• **DATA FOR ANALYSIS**:
------------------------------
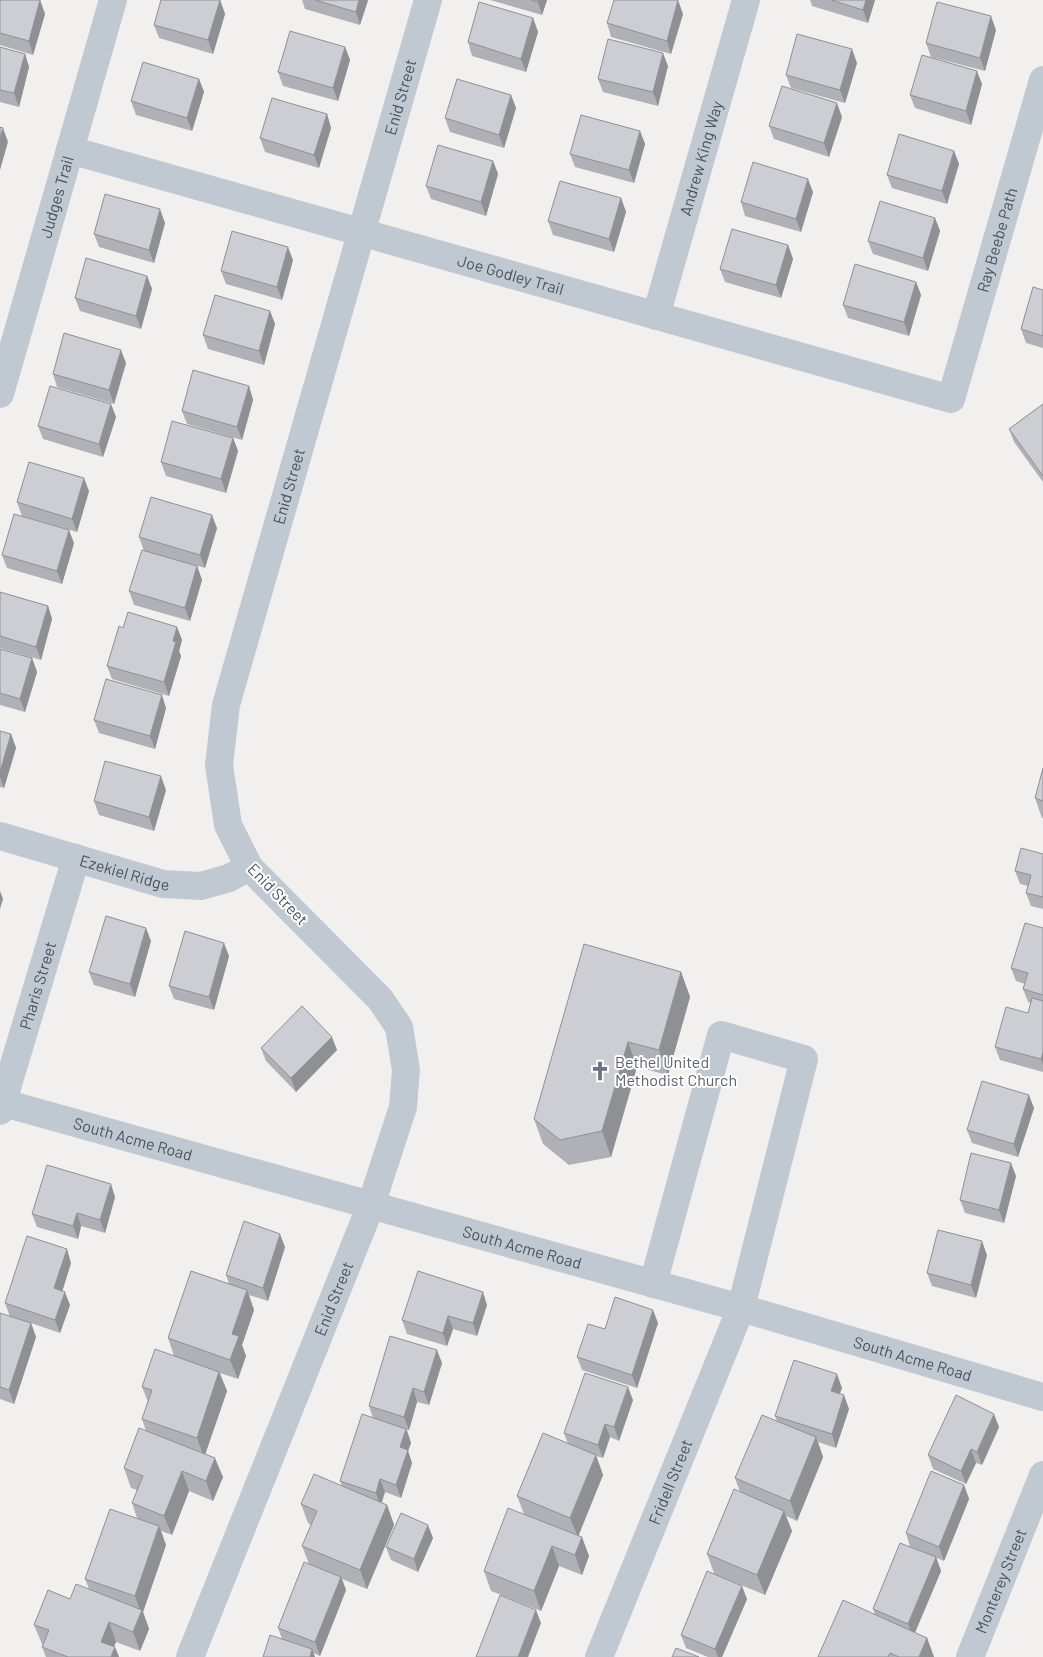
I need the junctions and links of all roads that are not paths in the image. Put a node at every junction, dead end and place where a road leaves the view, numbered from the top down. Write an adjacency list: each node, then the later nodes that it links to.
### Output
1 (113, 0): 5 (street, Judges Trail)
2 (428, 0): 6 (street, Enid Street)
3 (746, 0): 7 (street, Andrew King Way)
4 (1043, 80): 9 (street, Ray Beebe Path)
5 (70, 150): 6 (street, Joe Godley Trail); 8 (street, Judges Trail)
6 (361, 232): 7 (street, Joe Godley Trail); 12 (street, Enid Street)
7 (656, 316): 9 (street, Joe Godley Trail)
8 (0, 394)
9 (951, 399)
10 (0, 836): 11 (street, Ezekiel Ridge)
11 (76, 858): 12 (street, Ezekiel Ridge); 13 (street, Pharis Street)
12 (249, 867): 14 (street, Enid Street)
13 (1, 1105): 14 (street, South Acme Road)
14 (371, 1205): 15 (street, South Acme Road); 19 (street, Enid Street)
15 (653, 1284): 16 (street, South Acme Road); 16 (street, Fridell Street)
16 (742, 1308): 17 (street, South Acme Road); 20 (street, Fridell Street)
17 (1043, 1397)
18 (1043, 1475): 21 (street, Monterey Street)
19 (190, 1657)
20 (599, 1657)
21 (970, 1657)

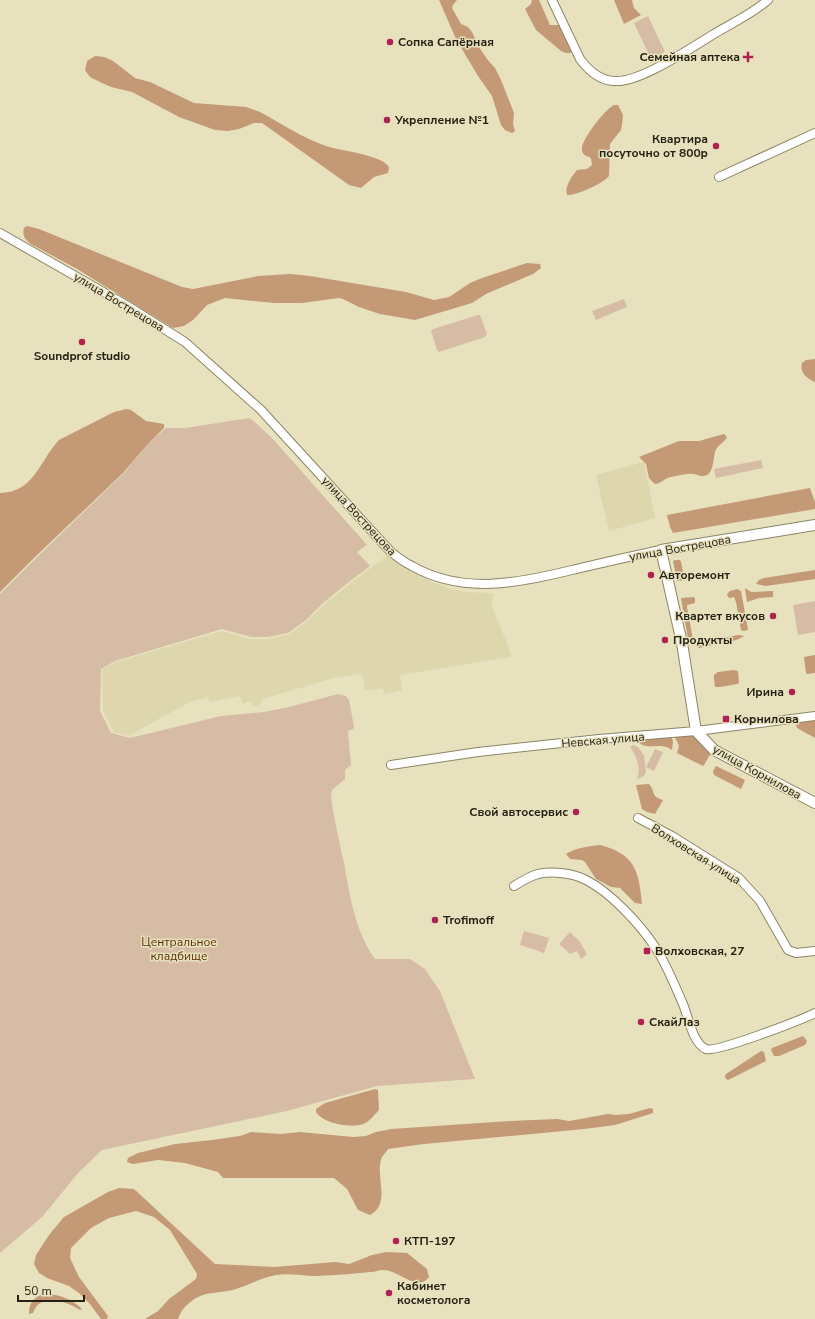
------------------------------
• **DIRECTIONS**:
One exact copy of the data is required, and it should hold no pictures.

• **RESULT**:
I need the junctions and links of all roads that are not paths in the image. Put a node at every junction, dead end and place where a road leaves the view, numbered from the top down. Write an adjacency list: each node, then the later nodes that it links to.
### Output
1 (113, 0): 5 (street, Judges Trail)
2 (428, 0): 6 (street, Enid Street)
3 (746, 0): 7 (street, Andrew King Way)
4 (1043, 80): 9 (street, Ray Beebe Path)
5 (70, 150): 6 (street, Joe Godley Trail); 8 (street, Judges Trail)
6 (361, 232): 7 (street, Joe Godley Trail); 12 (street, Enid Street)
7 (656, 316): 9 (street, Joe Godley Trail)
8 (0, 394)
9 (951, 399)
10 (0, 836): 11 (street, Ezekiel Ridge)
11 (76, 858): 12 (street, Ezekiel Ridge); 13 (street, Pharis Street)
12 (249, 867): 14 (street, Enid Street)
13 (1, 1105): 14 (street, South Acme Road)
14 (371, 1205): 15 (street, South Acme Road); 19 (street, Enid Street)
15 (653, 1284): 16 (street, South Acme Road); 16 (street, Fridell Street)
16 (742, 1308): 17 (street, South Acme Road); 20 (street, Fridell Street)
17 (1043, 1397)
18 (1043, 1475): 21 (street, Monterey Street)
19 (190, 1657)
20 (599, 1657)
21 (970, 1657)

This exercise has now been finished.